Patricia Wallace, the author of The Psychology of the Internet, gave me a technical term for this phenomenon: toxic disinhibition. “When people feel more anonymous, more physically distant, and less accountable, they are more likely to express their views in very angry and brittle ways that they would never use in person,” she says.

Is it any wonder, really, that all this might have a negative impact on our health? Alvord tells me that, on a physical level, we know that stress releases the hormone cortisol in our bodies, and that “chronically doing that is really bad for your health.” But it’s also dangerous from a psychology perspective, she says. Online arguments can involve losing control, which might cause a person to feel bad about themself, which may then start a cycle of feeling bad, and eventually chip away at a person’s self-esteem. “Some people get into such a negative cycle that they just start getting really sad or it can create a lot of anxiety,” she adds.

Frank Farley, a psychologist and professor at Temple University, tells me that the research around happiness and wellbeing points to the importance of positivity in a person’s behavior. And, while describing the flip-side of this idea, he said something worth repeating—and perhaps printing and framing: “Chronic negativity in online interactions, like most negativity in our interactions with others, can be an antidote to happiness for many [people].”

So what, then, are some wiser and healthier ways to approach a new year that bring daily temptation to digitally scream at people? I’m not here to flat-out tell you to stop talking about politics online, because there are still healthy and productive ways to do this. They just tend to involve more thought, effort, and restraint.

One option is confine your anger to a private, password-protected space accessible only to close friends whom you trust to keep things confidential. Another is to keep an eye on your language and your approach to online debates. “Name-calling is unproductive. Swearing is unproductive. Character assassination is unproductive,” clinical psychologist and author Catherine Steiner-Adair tells me. “Your goal should not be to annihilate the other person. Your goal should be to deepen your connection.”

In the course of writing this article, it occurred to me that I had definitely spoken online in ways I would never dreamed of doing at, say, my local grocery store. And so I humbly suggest the Grocery Store Test: During a heated online exchange, ask yourself, “Is this the same way I’d be talking in the middle of a crowded supermarket?”

Then there’s the idea of talking about politics, but giving yourself the time to let your passions cool down. Some of this is simply applying age-old de-escalation strategies to the digital realm: taking a deep breath, going for a walk, sleeping on it. But Steiner-Adair offers a suggestion I hadn’t thought of: writing out your thoughts by hand before posting them. “You can type faster than you can think,” she explained. “And we write more thoughtfully and express ourselves actually better when we hand-write.
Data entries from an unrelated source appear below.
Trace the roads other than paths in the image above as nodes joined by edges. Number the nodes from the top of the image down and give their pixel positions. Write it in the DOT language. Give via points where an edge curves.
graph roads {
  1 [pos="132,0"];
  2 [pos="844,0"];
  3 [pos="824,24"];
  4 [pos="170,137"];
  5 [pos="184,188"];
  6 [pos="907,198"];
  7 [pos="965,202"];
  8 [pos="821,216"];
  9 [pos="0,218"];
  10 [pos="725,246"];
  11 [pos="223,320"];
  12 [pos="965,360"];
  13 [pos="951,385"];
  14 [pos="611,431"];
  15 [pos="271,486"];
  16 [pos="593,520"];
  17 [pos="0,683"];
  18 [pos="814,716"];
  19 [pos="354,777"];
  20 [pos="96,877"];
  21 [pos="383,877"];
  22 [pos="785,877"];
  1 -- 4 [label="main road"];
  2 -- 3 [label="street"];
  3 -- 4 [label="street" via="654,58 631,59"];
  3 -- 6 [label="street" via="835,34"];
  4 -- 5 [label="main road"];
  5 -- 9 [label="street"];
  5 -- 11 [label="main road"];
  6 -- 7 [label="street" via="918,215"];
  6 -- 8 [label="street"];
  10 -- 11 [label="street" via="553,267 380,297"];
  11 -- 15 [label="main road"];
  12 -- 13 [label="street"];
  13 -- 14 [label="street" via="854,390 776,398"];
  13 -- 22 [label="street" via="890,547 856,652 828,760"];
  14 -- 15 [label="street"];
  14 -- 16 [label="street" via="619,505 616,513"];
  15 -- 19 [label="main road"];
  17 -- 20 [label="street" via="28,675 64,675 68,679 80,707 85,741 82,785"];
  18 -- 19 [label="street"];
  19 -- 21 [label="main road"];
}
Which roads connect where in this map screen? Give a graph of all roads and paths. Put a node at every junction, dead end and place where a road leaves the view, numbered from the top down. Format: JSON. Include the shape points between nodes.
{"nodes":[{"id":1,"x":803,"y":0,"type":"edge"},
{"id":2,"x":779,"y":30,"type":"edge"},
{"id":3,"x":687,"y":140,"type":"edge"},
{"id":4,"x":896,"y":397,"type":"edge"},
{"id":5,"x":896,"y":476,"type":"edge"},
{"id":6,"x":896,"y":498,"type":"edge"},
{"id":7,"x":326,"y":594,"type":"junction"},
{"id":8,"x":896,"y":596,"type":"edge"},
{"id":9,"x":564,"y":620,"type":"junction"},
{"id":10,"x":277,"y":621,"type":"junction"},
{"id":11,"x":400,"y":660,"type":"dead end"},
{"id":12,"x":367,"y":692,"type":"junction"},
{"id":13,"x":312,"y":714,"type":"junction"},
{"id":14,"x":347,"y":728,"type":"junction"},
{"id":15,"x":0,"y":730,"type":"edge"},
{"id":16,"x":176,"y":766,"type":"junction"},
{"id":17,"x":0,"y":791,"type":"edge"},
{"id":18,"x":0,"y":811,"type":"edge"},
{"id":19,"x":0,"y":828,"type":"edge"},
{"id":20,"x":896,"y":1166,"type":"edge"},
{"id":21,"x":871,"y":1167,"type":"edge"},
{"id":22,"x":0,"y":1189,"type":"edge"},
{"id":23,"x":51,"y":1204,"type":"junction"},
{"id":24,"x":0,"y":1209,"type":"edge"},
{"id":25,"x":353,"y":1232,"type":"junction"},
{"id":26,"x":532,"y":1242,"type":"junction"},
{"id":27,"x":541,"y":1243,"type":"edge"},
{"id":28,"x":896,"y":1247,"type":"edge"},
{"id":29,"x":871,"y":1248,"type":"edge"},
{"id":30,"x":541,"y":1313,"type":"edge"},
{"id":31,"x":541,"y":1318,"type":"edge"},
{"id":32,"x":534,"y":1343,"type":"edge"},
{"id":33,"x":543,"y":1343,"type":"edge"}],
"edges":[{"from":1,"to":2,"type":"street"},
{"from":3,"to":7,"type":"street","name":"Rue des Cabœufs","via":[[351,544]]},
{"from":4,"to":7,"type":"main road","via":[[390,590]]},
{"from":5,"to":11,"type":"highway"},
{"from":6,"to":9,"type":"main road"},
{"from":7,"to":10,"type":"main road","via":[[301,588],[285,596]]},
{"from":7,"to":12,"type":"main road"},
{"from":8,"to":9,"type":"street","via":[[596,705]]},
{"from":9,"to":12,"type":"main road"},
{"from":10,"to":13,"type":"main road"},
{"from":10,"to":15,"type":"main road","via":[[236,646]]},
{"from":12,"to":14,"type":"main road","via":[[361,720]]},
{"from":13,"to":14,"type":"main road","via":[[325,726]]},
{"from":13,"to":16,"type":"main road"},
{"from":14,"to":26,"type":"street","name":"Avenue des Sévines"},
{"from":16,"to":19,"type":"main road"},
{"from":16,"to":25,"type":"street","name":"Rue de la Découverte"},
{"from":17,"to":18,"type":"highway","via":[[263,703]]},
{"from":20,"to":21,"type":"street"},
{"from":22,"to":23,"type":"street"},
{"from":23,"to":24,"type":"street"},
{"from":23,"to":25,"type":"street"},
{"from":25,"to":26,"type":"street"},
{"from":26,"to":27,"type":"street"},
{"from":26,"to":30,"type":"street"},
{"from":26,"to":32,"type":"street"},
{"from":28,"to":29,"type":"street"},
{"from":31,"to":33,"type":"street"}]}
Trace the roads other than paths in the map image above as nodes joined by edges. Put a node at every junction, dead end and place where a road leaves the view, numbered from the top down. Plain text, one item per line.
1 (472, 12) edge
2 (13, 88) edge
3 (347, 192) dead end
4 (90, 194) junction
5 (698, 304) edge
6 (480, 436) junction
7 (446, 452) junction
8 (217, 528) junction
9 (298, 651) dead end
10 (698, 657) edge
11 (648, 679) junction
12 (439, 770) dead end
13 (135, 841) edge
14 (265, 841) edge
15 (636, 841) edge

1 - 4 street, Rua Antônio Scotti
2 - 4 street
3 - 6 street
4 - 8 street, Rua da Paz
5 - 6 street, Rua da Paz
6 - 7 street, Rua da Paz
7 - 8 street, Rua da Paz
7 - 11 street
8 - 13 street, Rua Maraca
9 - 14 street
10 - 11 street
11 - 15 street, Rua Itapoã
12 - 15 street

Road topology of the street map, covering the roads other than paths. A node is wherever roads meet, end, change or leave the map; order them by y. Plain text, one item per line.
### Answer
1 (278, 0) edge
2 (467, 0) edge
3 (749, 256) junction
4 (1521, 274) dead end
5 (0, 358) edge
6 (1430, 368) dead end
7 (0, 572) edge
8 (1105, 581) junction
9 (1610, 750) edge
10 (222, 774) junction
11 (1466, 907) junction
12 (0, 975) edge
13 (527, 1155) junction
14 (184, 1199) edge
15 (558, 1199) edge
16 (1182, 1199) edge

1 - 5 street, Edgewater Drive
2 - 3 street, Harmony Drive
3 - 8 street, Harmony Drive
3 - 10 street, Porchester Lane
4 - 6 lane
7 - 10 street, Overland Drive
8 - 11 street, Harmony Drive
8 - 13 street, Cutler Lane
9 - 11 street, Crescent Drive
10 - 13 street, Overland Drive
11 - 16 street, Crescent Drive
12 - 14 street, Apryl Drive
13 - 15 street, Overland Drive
Because you’re in a quieter dialogue with your feelings.” Does this sound painfully impractical and cumbersome? Of course. That’s the point.

And sometimes it really is just a good idea not to engage with someone at all. One strategy is to take your agitation and channel it into a real-life activity like volunteering, participating in a march, signing a petition, or making a donation to a cause you support. “I say turn that anger into positive action,” Alvord says. “Because passivity makes us feel helpless, and when we’re feeling helpless and hopeless, we get depressed.”

Much of the advice I received was simple being-a-good-person stuff that somehow I (and millions of others) had forgotten or started to ignore at some point in our digital lives. And so I’m here to remind you: “digital citizenship” is a thing, and if you care about real-life citizenship, you should probably care about its online counterpart. “Device intelligence,” like emotional intelligence, is also something worth thinking about. Sumerson sums it up as “having that awareness in your feelings to be able to self-regulate with people…You don’t post everything. You don’t respond to everything. You don’t say everything that’s on your mind.”